Member of the House of Lords
- In office 25 January 1991 – 23 August 1995

Personal details
- Born: Vincent Gordon Lindsay White 11 May 1923
- Died: 23 August 1995 (aged 72)
- Spouses: ; Ann Elisabeth Kalen ​ ​(m. 1958; div. 1968)​ ; Virginia North ​ ​(m. 1974; div. 1991)​ ; Victoria Tucker ​(m. 1992)​
- Children: 3

= Gordon White, Baron White of Hull =

British Baron and businessman

Vincent Gordon Lindsay White, Baron White of Hull, KBE (11 May 1923 - 23 August 1995), known as Gordon White, was co-founder with James Hanson of the British conglomerate Hanson plc and one of the most successful corporate raiders of the 1970s and 1980s known for his uncanny intuition and ruthless takeover tactics. He died in Los Angeles aged 72, leaving most of his £70 million fortune to his son Lucas.

==Early life ==
White attended De Aston School in Market Rasen, Lincolnshire. He was a Royal Air Force pilot during World War II in clandestine operations in India, Burma and Thailand. It was during the war that White became friends with Bill Hanson, British show-jumping star and younger brother of James Hanson.

Temperamentally and perhaps because of his wartime experiences, after the war White was more interested in having fun than working. Possessed of considerable panache, he set himself up as a Hollywood impresario in the early 1950s. He was a governor of the British Film Institute, 1982–84.

Bill Hanson died aged 27 of cancer, leaving his bereaved elder brother James with the duty of carrying on the Hanson business name. White became a surrogate brother to James; his ideas drove Hanson's takeover-driven success.

==Early career ==
In 1958, in one of their first business ventures together, he and James Hanson hit on the idea of importing jokey American greeting cards, then largely unknown in Britain. The business they created, trading as Hanson White, became one of Britain's largest suppliers of greeting cards, giftwrap and giftware and was sold to a management buy-out for £10.8m in 1997.

The pair's entry into large-scale business, and the world of takeovers, came through White's connection to Jim Slater, the accountant turned highly successful stock market trader who introduced them to the potential in public company shares. White and Hanson concentrated on emulating Slater's takeover techniques, building up a public company through acquisitions and disposals.
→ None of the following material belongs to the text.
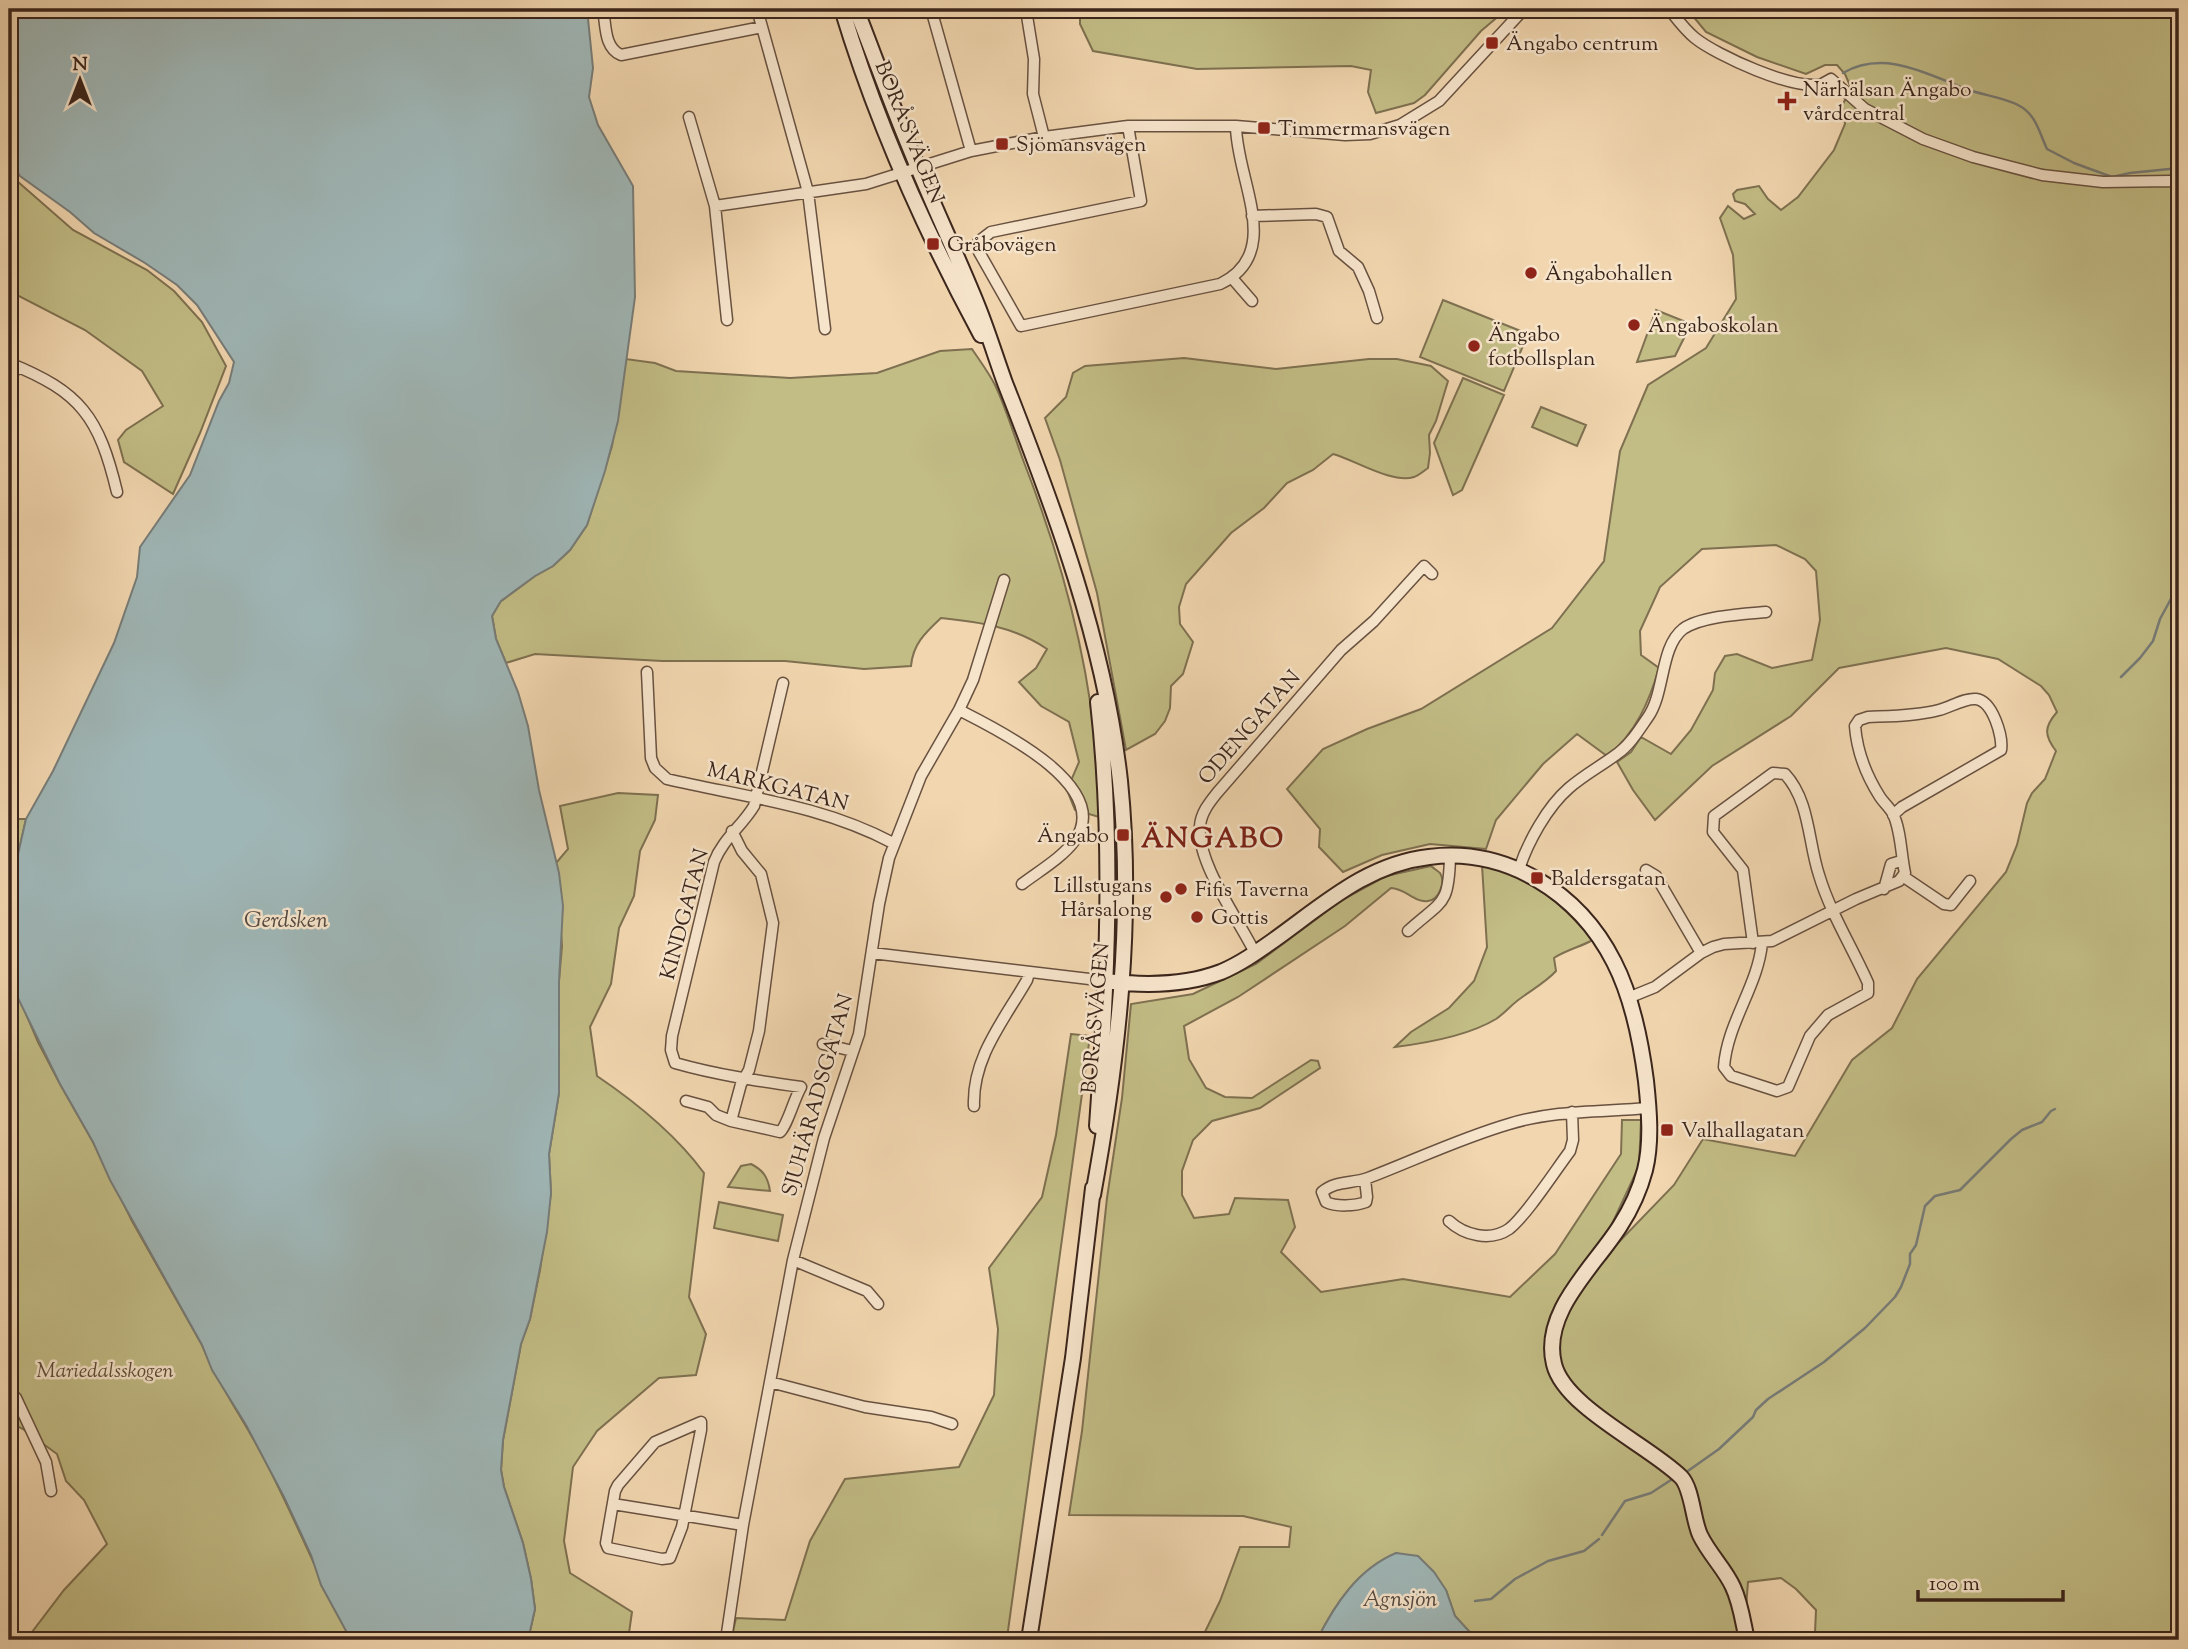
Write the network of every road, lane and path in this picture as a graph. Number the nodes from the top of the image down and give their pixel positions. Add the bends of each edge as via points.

By 1964 he and Hanson had started to build up Hanson Trust out of the former Wiles Group. Hanson plc became one of the largest British-owned conglomerates, with annual profits of more than £1.5 billion and a strategy of growth through acquisition. From 1965 to 1973 White was deputy chairman of Hanson Trust Ltd.

==Personal life ==
In 1973 White left Britain for New York City where he developed Hanson's American holdings.

He married three times. His first marriage, to Elisabeth Kalen, the daughter of a Swedish diplomat, produced daughters Sita and Carolina, and the second, to British actress, Virginia North (whom he divorced in 1991), who gave him a son, Lucas. After the divorce he lived with a former model, Victoria Tucker, 40 years his junior. The couple married in a register office in Hamilton, Bermuda, in 1992.

He remained chairman of Hanson Industries North America, based in Iselin, New Jersey, from 1973 until his death.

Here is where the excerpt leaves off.